◆ Exercise directions ◆
Go through the entries below, tally each line that has the word "paths", and give only the total.

Collected data:
------------------------------

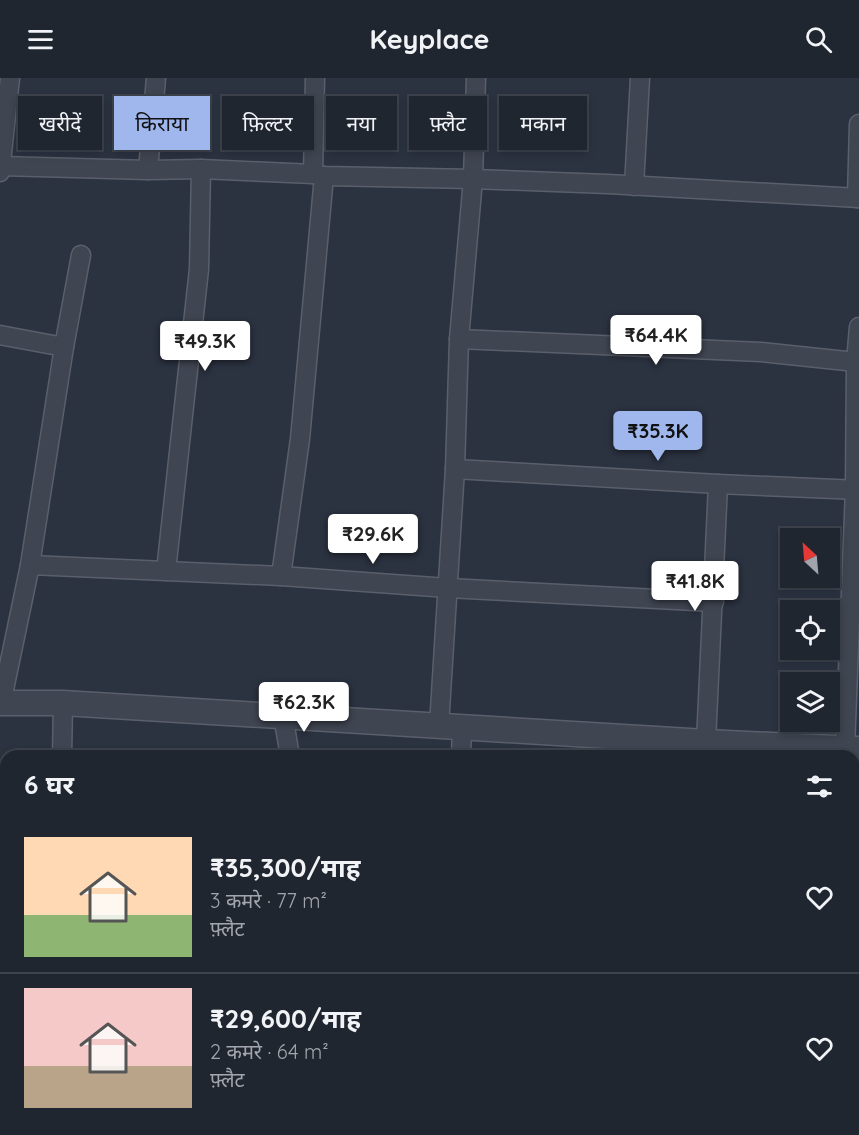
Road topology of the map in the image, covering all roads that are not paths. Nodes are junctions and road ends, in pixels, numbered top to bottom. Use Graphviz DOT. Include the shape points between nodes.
graph roads {
  1 [pos="10,78"];
  2 [pos="156,78"];
  3 [pos="315,78"];
  4 [pos="476,78"];
  5 [pos="640,78"];
  6 [pos="859,124"];
  7 [pos="0,166"];
  8 [pos="201,169"];
  9 [pos="148,170"];
  10 [pos="0,172"];
  11 [pos="318,175"];
  12 [pos="473,179"];
  13 [pos="634,186"];
  14 [pos="858,198"];
  15 [pos="81,255"];
  16 [pos="859,327"];
  17 [pos="0,335"];
  18 [pos="459,339"];
  19 [pos="64,347"];
  20 [pos="856,362"];
  21 [pos="455,469"];
  22 [pos="718,484"];
  23 [pos="857,490"];
  24 [pos="30,565"];
  25 [pos="166,571"];
  26 [pos="281,576"];
  27 [pos="448,588"];
  28 [pos="714,602"];
  29 [pos="1,703"];
  30 [pos="63,703"];
  31 [pos="283,716"];
  32 [pos="451,726"];
  33 [pos="706,742"];
  34 [pos="626,747"];
  35 [pos="852,748"];
  36 [pos="62,750"];
  37 [pos="289,750"];
  38 [pos="459,750"];
  1 -- 7 [label="street"];
  2 -- 9 [label="street"];
  3 -- 11 [label="street"];
  4 -- 12 [label="street"];
  5 -- 13 [label="street"];
  6 -- 14 [label="street"];
  7 -- 9 [label="street"];
  7 -- 10 [label="street"];
  8 -- 9 [label="street"];
  8 -- 11 [label="street"];
  8 -- 25 [label="street" via="199,269"];
  11 -- 12 [label="street"];
  11 -- 26 [label="street" via="300,439"];
  12 -- 13 [label="street"];
  12 -- 18 [label="street"];
  13 -- 14 [label="street"];
  15 -- 19 [label="street"];
  16 -- 20 [label="street"];
  17 -- 19 [label="street"];
  18 -- 20 [label="street" via="761,352"];
  18 -- 21 [label="street"];
  19 -- 24 [label="street"];
  20 -- 23 [label="street"];
  21 -- 22 [label="street"];
  21 -- 27 [label="street"];
  22 -- 23 [label="street"];
  22 -- 28 [label="street"];
  23 -- 35 [label="street" via="852,529"];
  24 -- 25 [label="street"];
  24 -- 29 [label="street"];
  25 -- 26 [label="street"];
  26 -- 27 [label="street"];
  27 -- 28 [label="street"];
  27 -- 32 [label="street"];
  28 -- 33 [label="street"];
  29 -- 30 [label="street"];
  30 -- 31 [label="street"];
  30 -- 36 [label="street"];
  31 -- 32 [label="street"];
  31 -- 37 [label="street"];
  32 -- 34 [label="street"];
  32 -- 38 [label="street"];
  33 -- 34 [label="street"];
  33 -- 35 [label="street"];
}
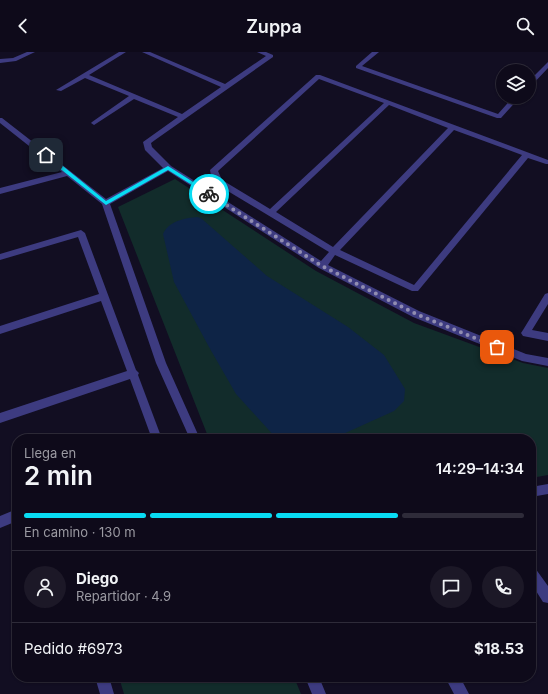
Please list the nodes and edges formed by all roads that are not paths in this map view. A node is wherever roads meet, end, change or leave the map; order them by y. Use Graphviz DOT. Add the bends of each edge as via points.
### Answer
graph roads {
  1 [pos="32,52"];
  2 [pos="123,52"];
  3 [pos="145,52"];
  4 [pos="260,52"];
  5 [pos="376,52"];
  6 [pos="0,61"];
  7 [pos="548,64"];
  8 [pos="84,75"];
  9 [pos="536,77"];
  10 [pos="226,87"];
  11 [pos="59,90"];
  12 [pos="134,96"];
  13 [pos="388,103"];
  14 [pos="511,104"];
  15 [pos="183,117"];
  16 [pos="0,120"];
  17 [pos="94,123"];
  18 [pos="453,127"];
  19 [pos="526,155"];
  20 [pos="546,162"];
  21 [pos="168,168"];
  22 [pos="68,173"];
  23 [pos="0,191"];
  24 [pos="106,203"];
  25 [pos="270,213"];
  26 [pos="334,251"];
  27 [pos="0,257"];
  28 [pos="322,266"];
  29 [pos="105,296"];
  30 [pos="548,296"];
  31 [pos="0,330"];
  32 [pos="548,337"];
  33 [pos="548,362"];
  34 [pos="134,373"];
  35 [pos="0,418"];
  36 [pos="155,434"];
  37 [pos="193,434"];
  38 [pos="548,489"];
  39 [pos="536,491"];
  40 [pos="12,517"];
  41 [pos="0,522"];
  42 [pos="536,579"];
  43 [pos="548,597"];
  44 [pos="103,682"];
  45 [pos="314,682"];
  46 [pos="455,682"];
  47 [pos="107,694"];
  48 [pos="319,694"];
  49 [pos="462,694"];
  1 -- 6 [label="street" via="14,60"];
  2 -- 8 [label="street"];
  3 -- 10 [label="street"];
  4 -- 10 [label="street" via="271,56"];
  5 -- 14 [label="street" via="358,67 499,117"];
  7 -- 9 [label="street"];
  8 -- 11 [label="street"];
  8 -- 12 [label="street"];
  10 -- 15 [label="street"];
  12 -- 15 [label="street"];
  12 -- 17 [label="street"];
  13 -- 18 [label="street"];
  13 -- 25 [label="street"];
  13 -- 25 [label="street" via="318,76 214,170 219,182"];
  15 -- 21 [label="street" via="148,142 148,148"];
  16 -- 22 [label="street"];
  18 -- 19 [label="street"];
  18 -- 26 [label="street"];
  19 -- 20 [label="street"];
  19 -- 26 [label="street" via="415,289"];
  21 -- 24 [label="street"];
  21 -- 28 [label="street"];
  22 -- 23 [label="street"];
  22 -- 24 [label="street"];
  24 -- 37 [label="street" via="161,363"];
  25 -- 26 [label="street"];
  26 -- 28 [label="street"];
  27 -- 29 [label="street" via="81,233"];
  28 -- 33 [label="street" via="416,314 525,358"];
  29 -- 31 [label="street"];
  29 -- 34 [label="street"];
  30 -- 32 [label="street" via="526,333"];
  34 -- 35 [label="street"];
  34 -- 36 [label="street"];
  38 -- 39 [label="street"];
  40 -- 41 [label="street"];
  42 -- 43 [label="street"];
  44 -- 47 [label="street"];
  45 -- 48 [label="street"];
  46 -- 49 [label="street"];
}
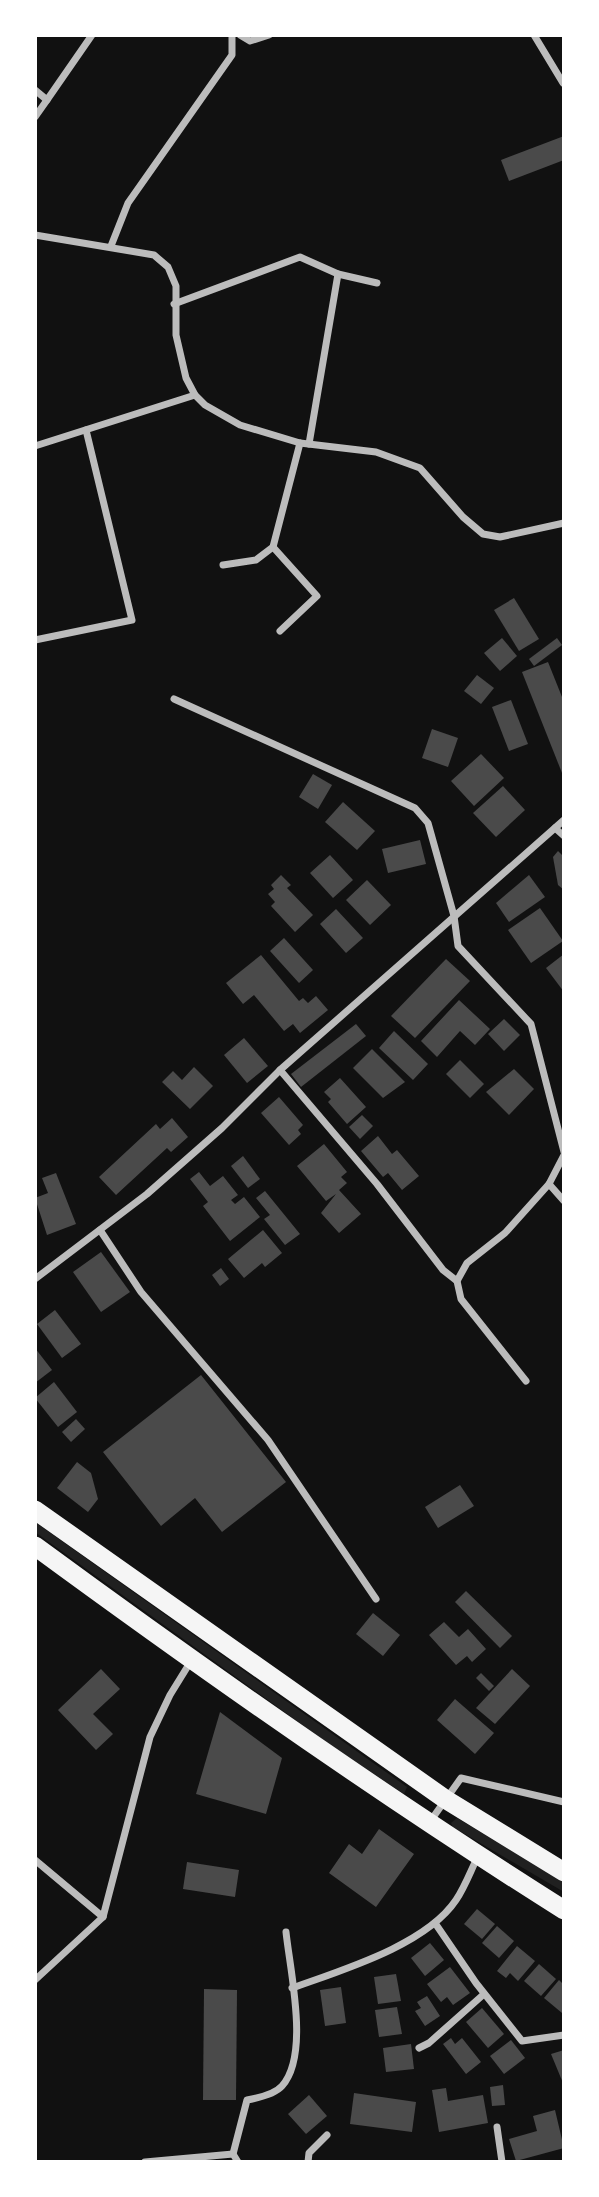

------------------------------

◆ Exercise solution ◆
2